Lafourche eyes phase three school upgrades

Shirley Prejean
March 12, 2007
Clyde Dennis
March 14, 2007
Shirley Prejean
March 12, 2007
Clyde Dennis
March 14, 2007

The Lafourche Parish School Board is considering selling bonds to pay for its final construction phase, which could begin by summers’ end.


The board launched the three-phase improvement plan to enhance its physical facilities in 1995, according to Floyd Benoit, schools spokesman. To fund the work, voters approved a one-cent sales tax that same year to support employees’ salaries, textbooks and technology upgrades.


To renovate and expand the parish’s three public high schools, Benoit said the public renewed the 17-mill property tax for the purpose of selling bonds in the amount of $44 million.

Phase one included moving ninth graders to the high school level and expanding South Lafourche High School, Central Lafourche High School and Thibodaux High School.
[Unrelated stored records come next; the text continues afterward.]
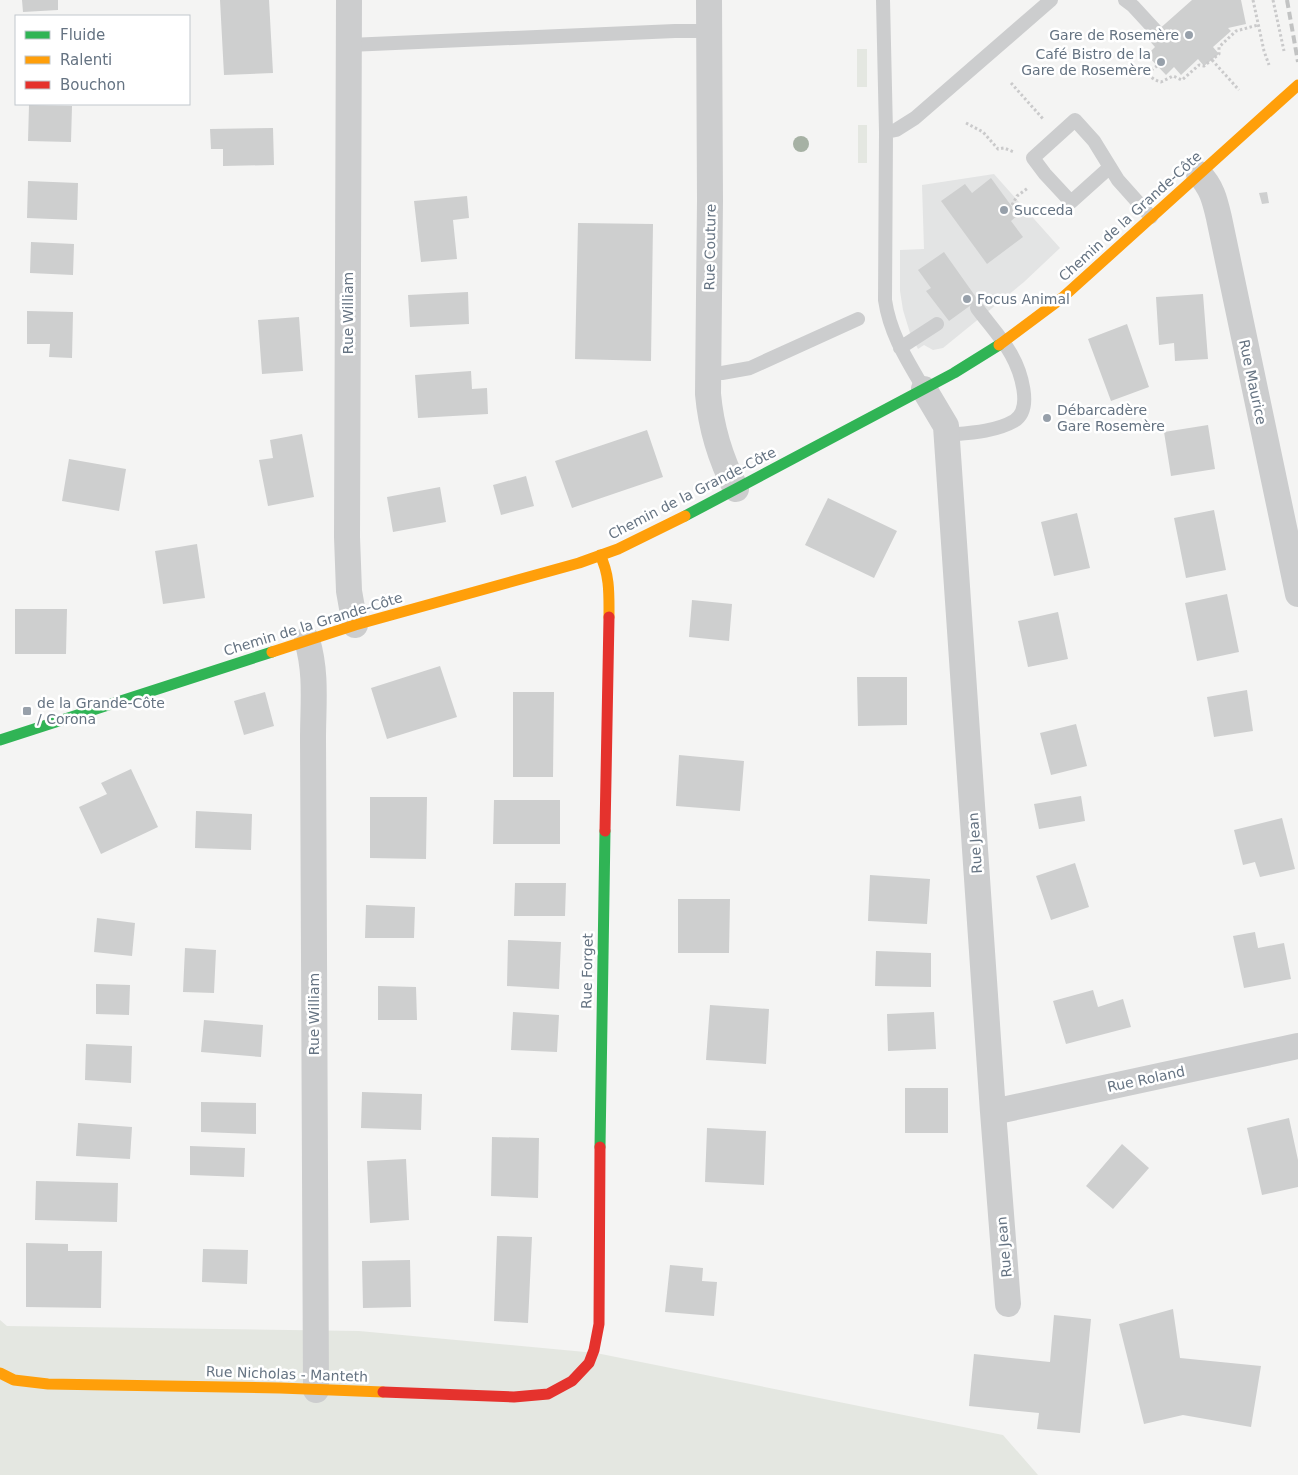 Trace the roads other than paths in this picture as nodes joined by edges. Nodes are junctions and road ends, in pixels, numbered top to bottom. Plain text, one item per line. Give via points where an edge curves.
1 (349, 0) edge
2 (709, 0) edge
3 (883, 0) edge
4 (1051, 0) edge
5 (1125, 0) edge
6 (710, 31) junction
7 (1156, 31) dead end
8 (350, 46) junction
9 (1298, 85) edge
10 (886, 132) junction
11 (1110, 167) junction
12 (1199, 174) junction
13 (1151, 217) junction
14 (977, 308) dead end
15 (858, 318) dead end
16 (936, 324) dead end
17 (1003, 343) junction
18 (900, 348) junction
19 (708, 373) junction
20 (924, 389) junction
21 (947, 436) junction
22 (736, 489) junction
23 (600, 556) junction
24 (1298, 594) edge
25 (355, 624) junction
26 (307, 640) junction
27 (0, 740) edge
28 (1298, 1046) edge
29 (993, 1112) junction
30 (1008, 1304) dead end
31 (0, 1373) edge
32 (572, 1381) joint
33 (316, 1390) junction

1 - 8 street, Rue William
2 - 6 street, Rue Couture
3 - 10 lane
4 - 10 lane via 915,118 896,130
5 - 7 lane
6 - 8 lane
6 - 19 street, Rue Couture
8 - 25 street, Rue William via 347,518 349,592
9 - 12 main road, Chemin de la Grande-Côte
10 - 18 lane via 884,294 888,318
11 - 11 lane via 1076,120 1033,158 1071,202
11 - 13 lane
12 - 13 main road, Chemin de la Grande-Côte
12 - 24 street, Rue Maurice via 1212,192 1219,218
13 - 17 main road, Chemin de la Grande-Côte via 1062,298
14 - 17 lane
15 - 19 lane via 750,368
16 - 18 lane
17 - 20 main road, Chemin de la Grande-Côte
17 - 21 lane via 1020,372 1024,411 1015,421 1004,425
18 - 20 lane
19 - 22 street, Rue Couture via 714,433
20 - 21 street, Rue Jean via 946,426
20 - 22 main road, Chemin de la Grande-Côte
21 - 29 street, Rue Jean
22 - 23 main road, Chemin de la Grande-Côte
23 - 25 main road, Chemin de la Grande-Côte
23 - 32 main road, Rue Forget via 609,588 600,1300 594,1350 589,1363
25 - 26 main road, Chemin de la Grande-Côte
26 - 27 main road, Chemin de la Grande-Côte
26 - 33 street, Rue William via 314,672
28 - 29 street, Rue Roland
29 - 30 street, Rue Jean
31 - 33 main road, Rue Nicholas - Manteth via 14,1380 48,1384
32 - 33 main road, Rue Nicholas - Manteth via 548,1394 532,1396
Benoit said six years after the expansion, the school district proposed another bond issue using the same 17 mills to expand all the middle and elementary schools in the parish.


In 2003, the school district asked the voters to approve the issuance of $50 million of bonds to acquire and improve lands for building sites and playgrounds. The expansion also included construction of necessary sidewalks and streets adjacent to schools, and the purchase, construction and improvements of school buildings and other school-related facilities within and for the school district.

“These improvements to the elementary school are still ongoing and the school district still has $13.4 million left to complete phase two,” Benoit said.

Nearly a decade later, the school district is planning for its final construction stage. Benoit said phase three would include additional renovations to all schools.

Benoit explained the work will be completed without raising any additional property taxes. Instead, the school district will use the existing 17-mill property tax to sell bonds in the amount of $50 million.

Superintendent Jo Ann Matthews said, “We are in the final phase of this unprecedented period in the history of the Lafourche Parish School system. To imagine 12 years ago, we would have the facilities in the parish that we have now demonstrates how fortunate we are as a parish. Especially when you compare our neighboring parishes who are struggling with their physical plants.”

Earlier this year, the Lafourche Parish School system recently dedicated its first new school in over 30 years. Bayou Middle School, an $8.1 million facility, houses nearly 350 students, faculty and staff. It is the eighth middle school in the district and was funded through the second phase of the parish’s construction plan.

For phase three, Matthews said the parish has received a needs assessment from a local architectural firm that outlines the priorities for school renovations. Now, it will conduct a public forum in three areas of the parish to receive input from employees, students, parents and citizens in the coming months.